Your response should be the complete listing, returned exactly as written.

* TASK DATA *
━━━━━━━━━━━━━━━━
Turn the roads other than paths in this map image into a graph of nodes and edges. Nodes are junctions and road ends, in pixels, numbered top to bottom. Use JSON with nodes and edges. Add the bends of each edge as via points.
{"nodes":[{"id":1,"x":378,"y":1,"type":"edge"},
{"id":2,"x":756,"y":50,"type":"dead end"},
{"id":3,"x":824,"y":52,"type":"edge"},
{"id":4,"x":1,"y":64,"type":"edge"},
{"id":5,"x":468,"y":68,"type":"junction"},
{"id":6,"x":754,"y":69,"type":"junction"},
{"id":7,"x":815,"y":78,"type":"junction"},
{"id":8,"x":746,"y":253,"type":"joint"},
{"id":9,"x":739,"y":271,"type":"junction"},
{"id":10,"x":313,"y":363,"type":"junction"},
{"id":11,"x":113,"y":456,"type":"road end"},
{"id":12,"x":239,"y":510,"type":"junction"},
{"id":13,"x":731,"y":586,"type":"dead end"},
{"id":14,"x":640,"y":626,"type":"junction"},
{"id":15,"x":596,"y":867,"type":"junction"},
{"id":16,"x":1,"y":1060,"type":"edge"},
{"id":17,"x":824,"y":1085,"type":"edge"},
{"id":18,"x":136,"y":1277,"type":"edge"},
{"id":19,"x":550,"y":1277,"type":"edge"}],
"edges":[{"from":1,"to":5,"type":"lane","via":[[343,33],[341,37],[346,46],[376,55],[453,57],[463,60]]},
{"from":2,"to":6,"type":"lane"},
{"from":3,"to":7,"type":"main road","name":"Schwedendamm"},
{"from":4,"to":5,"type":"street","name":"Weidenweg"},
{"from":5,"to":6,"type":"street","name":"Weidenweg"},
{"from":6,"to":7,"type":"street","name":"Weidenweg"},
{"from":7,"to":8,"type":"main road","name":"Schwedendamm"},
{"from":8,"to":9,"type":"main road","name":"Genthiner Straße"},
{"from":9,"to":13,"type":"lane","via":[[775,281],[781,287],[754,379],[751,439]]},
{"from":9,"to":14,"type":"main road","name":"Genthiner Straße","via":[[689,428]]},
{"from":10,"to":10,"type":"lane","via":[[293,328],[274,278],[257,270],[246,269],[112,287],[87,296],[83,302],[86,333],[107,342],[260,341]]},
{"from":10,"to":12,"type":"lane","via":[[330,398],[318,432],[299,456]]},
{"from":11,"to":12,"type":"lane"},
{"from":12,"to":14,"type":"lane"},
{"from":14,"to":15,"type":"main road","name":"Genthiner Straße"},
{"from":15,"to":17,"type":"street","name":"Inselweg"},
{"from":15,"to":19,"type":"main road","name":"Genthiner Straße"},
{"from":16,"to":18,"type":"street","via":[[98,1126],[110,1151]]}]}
━━━━━━━━━━━━━━━━
* ANSWER BOX *
Turn the roads other than paths in this map image into a graph of nodes and edges. Nodes are junctions and road ends, in pixels, numbered top to bottom. Use JSON with nodes and edges. Add the bends of each edge as via points.
{"nodes":[{"id":1,"x":378,"y":1,"type":"edge"},
{"id":2,"x":756,"y":50,"type":"dead end"},
{"id":3,"x":824,"y":52,"type":"edge"},
{"id":4,"x":1,"y":64,"type":"edge"},
{"id":5,"x":468,"y":68,"type":"junction"},
{"id":6,"x":754,"y":69,"type":"junction"},
{"id":7,"x":815,"y":78,"type":"junction"},
{"id":8,"x":746,"y":253,"type":"joint"},
{"id":9,"x":739,"y":271,"type":"junction"},
{"id":10,"x":313,"y":363,"type":"junction"},
{"id":11,"x":113,"y":456,"type":"road end"},
{"id":12,"x":239,"y":510,"type":"junction"},
{"id":13,"x":731,"y":586,"type":"dead end"},
{"id":14,"x":640,"y":626,"type":"junction"},
{"id":15,"x":596,"y":867,"type":"junction"},
{"id":16,"x":1,"y":1060,"type":"edge"},
{"id":17,"x":824,"y":1085,"type":"edge"},
{"id":18,"x":136,"y":1277,"type":"edge"},
{"id":19,"x":550,"y":1277,"type":"edge"}],
"edges":[{"from":1,"to":5,"type":"lane","via":[[343,33],[341,37],[346,46],[376,55],[453,57],[463,60]]},
{"from":2,"to":6,"type":"lane"},
{"from":3,"to":7,"type":"main road","name":"Schwedendamm"},
{"from":4,"to":5,"type":"street","name":"Weidenweg"},
{"from":5,"to":6,"type":"street","name":"Weidenweg"},
{"from":6,"to":7,"type":"street","name":"Weidenweg"},
{"from":7,"to":8,"type":"main road","name":"Schwedendamm"},
{"from":8,"to":9,"type":"main road","name":"Genthiner Straße"},
{"from":9,"to":13,"type":"lane","via":[[775,281],[781,287],[754,379],[751,439]]},
{"from":9,"to":14,"type":"main road","name":"Genthiner Straße","via":[[689,428]]},
{"from":10,"to":10,"type":"lane","via":[[293,328],[274,278],[257,270],[246,269],[112,287],[87,296],[83,302],[86,333],[107,342],[260,341]]},
{"from":10,"to":12,"type":"lane","via":[[330,398],[318,432],[299,456]]},
{"from":11,"to":12,"type":"lane"},
{"from":12,"to":14,"type":"lane"},
{"from":14,"to":15,"type":"main road","name":"Genthiner Straße"},
{"from":15,"to":17,"type":"street","name":"Inselweg"},
{"from":15,"to":19,"type":"main road","name":"Genthiner Straße"},
{"from":16,"to":18,"type":"street","via":[[98,1126],[110,1151]]}]}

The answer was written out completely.